#### TASK PROMPT:
Pull every line holding the string "Warshahada" from the records below.

#### RECORDS PROVIDED:
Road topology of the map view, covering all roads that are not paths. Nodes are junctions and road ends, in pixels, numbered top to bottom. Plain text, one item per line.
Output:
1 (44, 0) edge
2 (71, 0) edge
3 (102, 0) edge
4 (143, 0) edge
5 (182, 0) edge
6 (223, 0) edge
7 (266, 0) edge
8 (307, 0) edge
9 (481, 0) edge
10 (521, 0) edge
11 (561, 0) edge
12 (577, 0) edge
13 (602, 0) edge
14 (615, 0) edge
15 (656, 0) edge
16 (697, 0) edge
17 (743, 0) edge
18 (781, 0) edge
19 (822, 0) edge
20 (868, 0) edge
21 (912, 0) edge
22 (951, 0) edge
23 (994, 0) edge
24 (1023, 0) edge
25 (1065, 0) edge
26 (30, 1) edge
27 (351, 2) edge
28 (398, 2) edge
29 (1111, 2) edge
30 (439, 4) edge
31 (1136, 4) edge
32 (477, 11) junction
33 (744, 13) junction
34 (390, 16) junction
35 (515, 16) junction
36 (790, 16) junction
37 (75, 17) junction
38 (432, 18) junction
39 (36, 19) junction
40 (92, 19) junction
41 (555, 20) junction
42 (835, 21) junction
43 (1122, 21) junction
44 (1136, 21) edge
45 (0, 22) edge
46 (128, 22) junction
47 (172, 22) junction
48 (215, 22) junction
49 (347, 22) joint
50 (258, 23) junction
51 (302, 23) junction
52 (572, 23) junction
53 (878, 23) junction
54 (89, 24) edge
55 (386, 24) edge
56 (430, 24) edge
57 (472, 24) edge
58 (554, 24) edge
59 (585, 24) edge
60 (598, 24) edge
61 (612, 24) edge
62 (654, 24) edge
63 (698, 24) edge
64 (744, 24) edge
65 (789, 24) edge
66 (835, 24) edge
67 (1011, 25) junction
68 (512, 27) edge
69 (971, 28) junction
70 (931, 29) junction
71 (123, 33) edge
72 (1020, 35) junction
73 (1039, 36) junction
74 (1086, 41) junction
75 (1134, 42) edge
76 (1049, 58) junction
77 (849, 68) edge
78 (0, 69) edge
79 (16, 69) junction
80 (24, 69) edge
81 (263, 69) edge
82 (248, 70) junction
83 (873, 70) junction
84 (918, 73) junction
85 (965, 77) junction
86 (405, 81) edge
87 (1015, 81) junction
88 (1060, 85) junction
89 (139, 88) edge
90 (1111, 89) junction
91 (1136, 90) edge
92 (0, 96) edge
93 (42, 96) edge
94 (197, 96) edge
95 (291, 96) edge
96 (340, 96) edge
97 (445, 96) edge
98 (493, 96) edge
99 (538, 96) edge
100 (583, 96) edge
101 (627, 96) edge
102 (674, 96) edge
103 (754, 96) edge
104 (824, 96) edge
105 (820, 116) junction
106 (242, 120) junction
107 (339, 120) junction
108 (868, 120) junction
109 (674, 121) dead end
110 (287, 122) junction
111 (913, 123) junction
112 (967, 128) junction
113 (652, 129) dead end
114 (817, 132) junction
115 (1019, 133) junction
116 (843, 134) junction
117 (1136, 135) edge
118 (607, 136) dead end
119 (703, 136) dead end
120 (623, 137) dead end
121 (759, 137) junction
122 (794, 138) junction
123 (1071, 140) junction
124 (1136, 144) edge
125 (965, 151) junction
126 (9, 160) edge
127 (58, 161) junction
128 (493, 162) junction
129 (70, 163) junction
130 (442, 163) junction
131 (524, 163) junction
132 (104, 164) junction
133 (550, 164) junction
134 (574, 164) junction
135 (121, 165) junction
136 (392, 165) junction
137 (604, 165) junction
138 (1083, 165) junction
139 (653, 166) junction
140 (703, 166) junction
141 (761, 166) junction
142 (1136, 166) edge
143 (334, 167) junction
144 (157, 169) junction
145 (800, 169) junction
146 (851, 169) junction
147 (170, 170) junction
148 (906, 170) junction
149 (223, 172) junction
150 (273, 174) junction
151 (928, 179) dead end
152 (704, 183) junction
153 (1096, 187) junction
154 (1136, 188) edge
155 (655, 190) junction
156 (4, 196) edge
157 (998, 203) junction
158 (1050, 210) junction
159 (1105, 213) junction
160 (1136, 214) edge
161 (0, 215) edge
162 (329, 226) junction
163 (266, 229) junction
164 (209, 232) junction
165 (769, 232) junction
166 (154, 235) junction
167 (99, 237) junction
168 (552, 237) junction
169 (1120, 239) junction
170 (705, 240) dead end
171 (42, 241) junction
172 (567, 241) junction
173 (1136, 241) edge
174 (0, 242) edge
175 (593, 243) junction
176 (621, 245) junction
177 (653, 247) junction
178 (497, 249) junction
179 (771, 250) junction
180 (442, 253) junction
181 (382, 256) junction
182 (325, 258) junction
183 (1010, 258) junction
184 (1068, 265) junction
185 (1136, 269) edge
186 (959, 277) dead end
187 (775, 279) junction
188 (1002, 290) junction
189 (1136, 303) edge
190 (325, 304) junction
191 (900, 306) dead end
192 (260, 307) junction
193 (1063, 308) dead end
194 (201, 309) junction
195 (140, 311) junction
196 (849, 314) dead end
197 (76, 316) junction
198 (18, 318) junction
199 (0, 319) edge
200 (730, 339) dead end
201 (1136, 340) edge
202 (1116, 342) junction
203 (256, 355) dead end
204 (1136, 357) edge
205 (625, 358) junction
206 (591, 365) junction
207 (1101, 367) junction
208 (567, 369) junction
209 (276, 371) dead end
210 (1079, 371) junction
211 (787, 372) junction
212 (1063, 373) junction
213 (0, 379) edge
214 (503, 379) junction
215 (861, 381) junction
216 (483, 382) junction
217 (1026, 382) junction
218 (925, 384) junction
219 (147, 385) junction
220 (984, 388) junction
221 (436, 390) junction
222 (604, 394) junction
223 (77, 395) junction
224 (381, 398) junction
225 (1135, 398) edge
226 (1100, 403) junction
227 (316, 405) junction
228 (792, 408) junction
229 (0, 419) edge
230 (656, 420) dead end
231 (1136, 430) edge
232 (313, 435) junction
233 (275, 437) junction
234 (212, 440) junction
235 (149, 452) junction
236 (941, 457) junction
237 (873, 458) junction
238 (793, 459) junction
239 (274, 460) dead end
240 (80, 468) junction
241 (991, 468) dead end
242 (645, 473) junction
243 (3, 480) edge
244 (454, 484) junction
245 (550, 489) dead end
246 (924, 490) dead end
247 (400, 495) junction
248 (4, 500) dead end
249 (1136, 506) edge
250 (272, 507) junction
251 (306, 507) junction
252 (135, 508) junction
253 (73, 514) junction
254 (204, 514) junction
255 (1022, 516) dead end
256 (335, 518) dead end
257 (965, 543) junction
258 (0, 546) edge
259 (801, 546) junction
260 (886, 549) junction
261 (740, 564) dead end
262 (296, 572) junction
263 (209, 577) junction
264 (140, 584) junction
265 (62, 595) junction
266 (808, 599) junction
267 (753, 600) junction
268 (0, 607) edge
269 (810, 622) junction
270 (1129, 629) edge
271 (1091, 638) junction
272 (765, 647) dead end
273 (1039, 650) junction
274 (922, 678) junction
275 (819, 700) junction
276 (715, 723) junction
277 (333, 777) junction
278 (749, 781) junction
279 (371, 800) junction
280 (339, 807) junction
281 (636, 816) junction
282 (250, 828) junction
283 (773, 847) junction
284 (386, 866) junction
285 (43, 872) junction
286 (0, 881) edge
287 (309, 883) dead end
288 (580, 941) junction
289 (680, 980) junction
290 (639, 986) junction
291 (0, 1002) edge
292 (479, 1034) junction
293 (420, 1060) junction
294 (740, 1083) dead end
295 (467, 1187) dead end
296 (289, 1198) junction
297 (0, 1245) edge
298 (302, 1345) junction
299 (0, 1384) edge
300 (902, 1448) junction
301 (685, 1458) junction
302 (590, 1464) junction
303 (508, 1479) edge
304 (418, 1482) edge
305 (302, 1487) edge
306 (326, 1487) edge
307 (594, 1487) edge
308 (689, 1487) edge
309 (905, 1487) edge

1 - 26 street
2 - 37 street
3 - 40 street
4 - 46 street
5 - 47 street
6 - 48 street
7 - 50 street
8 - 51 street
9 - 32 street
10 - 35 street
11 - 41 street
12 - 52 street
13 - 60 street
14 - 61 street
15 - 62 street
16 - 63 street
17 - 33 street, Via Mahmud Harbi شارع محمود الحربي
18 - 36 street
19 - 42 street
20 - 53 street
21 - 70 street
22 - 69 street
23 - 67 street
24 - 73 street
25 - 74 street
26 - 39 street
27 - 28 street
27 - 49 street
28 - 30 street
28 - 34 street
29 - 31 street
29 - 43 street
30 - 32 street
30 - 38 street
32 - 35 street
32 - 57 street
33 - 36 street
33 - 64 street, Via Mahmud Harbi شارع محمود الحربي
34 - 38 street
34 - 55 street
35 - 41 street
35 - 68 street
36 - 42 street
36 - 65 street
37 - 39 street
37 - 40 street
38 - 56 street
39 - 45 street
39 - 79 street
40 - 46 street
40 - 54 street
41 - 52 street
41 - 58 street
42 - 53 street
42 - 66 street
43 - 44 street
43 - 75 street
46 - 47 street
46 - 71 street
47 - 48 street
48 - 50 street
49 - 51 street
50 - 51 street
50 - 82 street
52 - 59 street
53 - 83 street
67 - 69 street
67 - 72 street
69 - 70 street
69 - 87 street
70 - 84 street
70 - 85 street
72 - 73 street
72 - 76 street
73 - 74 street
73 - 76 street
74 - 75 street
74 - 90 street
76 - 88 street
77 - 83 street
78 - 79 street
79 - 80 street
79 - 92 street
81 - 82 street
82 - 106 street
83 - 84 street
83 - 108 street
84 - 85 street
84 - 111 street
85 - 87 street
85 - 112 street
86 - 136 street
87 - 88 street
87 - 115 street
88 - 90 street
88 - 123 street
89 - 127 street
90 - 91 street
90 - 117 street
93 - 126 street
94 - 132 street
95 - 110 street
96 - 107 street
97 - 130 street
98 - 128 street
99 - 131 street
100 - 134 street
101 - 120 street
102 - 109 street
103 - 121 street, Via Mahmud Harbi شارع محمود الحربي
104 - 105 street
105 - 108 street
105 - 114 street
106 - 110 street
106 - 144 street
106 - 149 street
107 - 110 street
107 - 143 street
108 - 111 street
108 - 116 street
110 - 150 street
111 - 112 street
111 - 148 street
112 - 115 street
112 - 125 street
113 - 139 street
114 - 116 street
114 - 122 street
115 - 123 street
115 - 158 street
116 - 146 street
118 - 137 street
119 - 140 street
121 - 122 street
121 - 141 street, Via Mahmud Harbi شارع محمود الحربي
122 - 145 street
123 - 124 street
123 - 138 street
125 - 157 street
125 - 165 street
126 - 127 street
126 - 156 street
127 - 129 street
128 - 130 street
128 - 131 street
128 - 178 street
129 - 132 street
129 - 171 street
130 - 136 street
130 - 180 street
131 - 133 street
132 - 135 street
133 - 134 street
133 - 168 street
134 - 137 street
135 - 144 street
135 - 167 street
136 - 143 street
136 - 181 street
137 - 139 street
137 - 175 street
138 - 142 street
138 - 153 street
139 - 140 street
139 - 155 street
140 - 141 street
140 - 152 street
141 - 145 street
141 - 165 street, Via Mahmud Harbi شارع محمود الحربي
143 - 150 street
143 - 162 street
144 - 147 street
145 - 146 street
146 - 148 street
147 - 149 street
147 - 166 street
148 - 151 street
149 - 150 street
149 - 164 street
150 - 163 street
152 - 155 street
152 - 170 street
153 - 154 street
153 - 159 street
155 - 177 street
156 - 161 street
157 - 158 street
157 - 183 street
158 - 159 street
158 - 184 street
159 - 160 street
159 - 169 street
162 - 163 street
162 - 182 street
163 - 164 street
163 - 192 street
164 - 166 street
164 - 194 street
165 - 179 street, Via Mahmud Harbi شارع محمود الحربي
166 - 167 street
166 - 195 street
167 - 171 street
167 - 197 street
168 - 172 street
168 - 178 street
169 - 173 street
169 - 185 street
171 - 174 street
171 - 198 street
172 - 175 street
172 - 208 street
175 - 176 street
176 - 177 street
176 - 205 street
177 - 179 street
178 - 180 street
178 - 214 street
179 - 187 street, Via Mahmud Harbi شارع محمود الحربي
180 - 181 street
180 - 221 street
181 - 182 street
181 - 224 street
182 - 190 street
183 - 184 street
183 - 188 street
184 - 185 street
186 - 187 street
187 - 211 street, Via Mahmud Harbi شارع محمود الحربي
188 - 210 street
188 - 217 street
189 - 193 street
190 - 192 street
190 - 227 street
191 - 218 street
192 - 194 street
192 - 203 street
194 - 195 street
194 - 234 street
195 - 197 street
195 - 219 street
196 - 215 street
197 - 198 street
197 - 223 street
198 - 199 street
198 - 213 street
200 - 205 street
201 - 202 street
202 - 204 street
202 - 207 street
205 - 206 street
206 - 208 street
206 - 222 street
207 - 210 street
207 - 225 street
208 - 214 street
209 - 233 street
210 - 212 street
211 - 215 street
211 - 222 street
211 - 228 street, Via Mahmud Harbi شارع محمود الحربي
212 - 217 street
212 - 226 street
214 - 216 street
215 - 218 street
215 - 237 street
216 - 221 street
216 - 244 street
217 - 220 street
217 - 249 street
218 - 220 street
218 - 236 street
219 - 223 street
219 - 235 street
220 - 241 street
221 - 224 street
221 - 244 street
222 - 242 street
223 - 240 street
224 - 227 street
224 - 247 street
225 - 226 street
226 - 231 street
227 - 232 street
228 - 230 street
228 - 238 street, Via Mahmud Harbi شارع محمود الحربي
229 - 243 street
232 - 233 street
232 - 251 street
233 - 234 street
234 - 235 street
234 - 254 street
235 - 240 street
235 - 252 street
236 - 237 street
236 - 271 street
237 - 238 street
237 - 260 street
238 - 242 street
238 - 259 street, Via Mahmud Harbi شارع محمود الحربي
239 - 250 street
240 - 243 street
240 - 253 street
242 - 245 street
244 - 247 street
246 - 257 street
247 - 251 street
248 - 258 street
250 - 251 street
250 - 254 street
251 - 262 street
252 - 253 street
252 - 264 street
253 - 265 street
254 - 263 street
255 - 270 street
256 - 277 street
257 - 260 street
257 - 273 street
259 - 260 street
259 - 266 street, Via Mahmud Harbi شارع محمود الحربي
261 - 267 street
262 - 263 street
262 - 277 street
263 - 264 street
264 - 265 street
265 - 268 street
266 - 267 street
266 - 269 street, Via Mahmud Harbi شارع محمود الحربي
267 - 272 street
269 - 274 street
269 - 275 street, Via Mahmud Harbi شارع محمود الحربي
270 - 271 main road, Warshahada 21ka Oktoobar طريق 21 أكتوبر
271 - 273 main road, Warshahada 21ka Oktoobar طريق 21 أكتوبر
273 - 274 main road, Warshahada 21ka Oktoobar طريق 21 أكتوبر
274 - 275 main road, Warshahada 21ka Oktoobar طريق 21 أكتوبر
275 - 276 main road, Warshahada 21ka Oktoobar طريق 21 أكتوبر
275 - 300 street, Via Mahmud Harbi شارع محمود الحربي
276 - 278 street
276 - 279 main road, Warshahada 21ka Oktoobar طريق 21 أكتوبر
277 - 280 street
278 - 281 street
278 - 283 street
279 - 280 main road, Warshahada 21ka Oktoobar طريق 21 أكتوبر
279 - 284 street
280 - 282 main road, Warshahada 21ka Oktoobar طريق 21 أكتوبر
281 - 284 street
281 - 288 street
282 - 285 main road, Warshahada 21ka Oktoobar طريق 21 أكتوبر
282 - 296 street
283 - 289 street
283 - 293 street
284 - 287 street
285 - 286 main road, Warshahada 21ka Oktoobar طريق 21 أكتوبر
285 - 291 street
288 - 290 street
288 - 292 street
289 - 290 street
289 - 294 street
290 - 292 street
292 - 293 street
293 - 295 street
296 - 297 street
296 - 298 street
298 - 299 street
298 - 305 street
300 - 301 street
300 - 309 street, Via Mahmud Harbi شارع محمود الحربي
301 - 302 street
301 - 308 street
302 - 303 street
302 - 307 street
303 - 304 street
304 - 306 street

#### THE COMPLETED TASK:
270 - 271 main road, Warshahada 21ka Oktoobar طريق 21 أكتوبر
271 - 273 main road, Warshahada 21ka Oktoobar طريق 21 أكتوبر
273 - 274 main road, Warshahada 21ka Oktoobar طريق 21 أكتوبر
274 - 275 main road, Warshahada 21ka Oktoobar طريق 21 أكتوبر
275 - 276 main road, Warshahada 21ka Oktoobar طريق 21 أكتوبر
276 - 279 main road, Warshahada 21ka Oktoobar طريق 21 أكتوبر
279 - 280 main road, Warshahada 21ka Oktoobar طريق 21 أكتوبر
280 - 282 main road, Warshahada 21ka Oktoobar طريق 21 أكتوبر
282 - 285 main road, Warshahada 21ka Oktoobar طريق 21 أكتوبر
285 - 286 main road, Warshahada 21ka Oktoobar طريق 21 أكتوبر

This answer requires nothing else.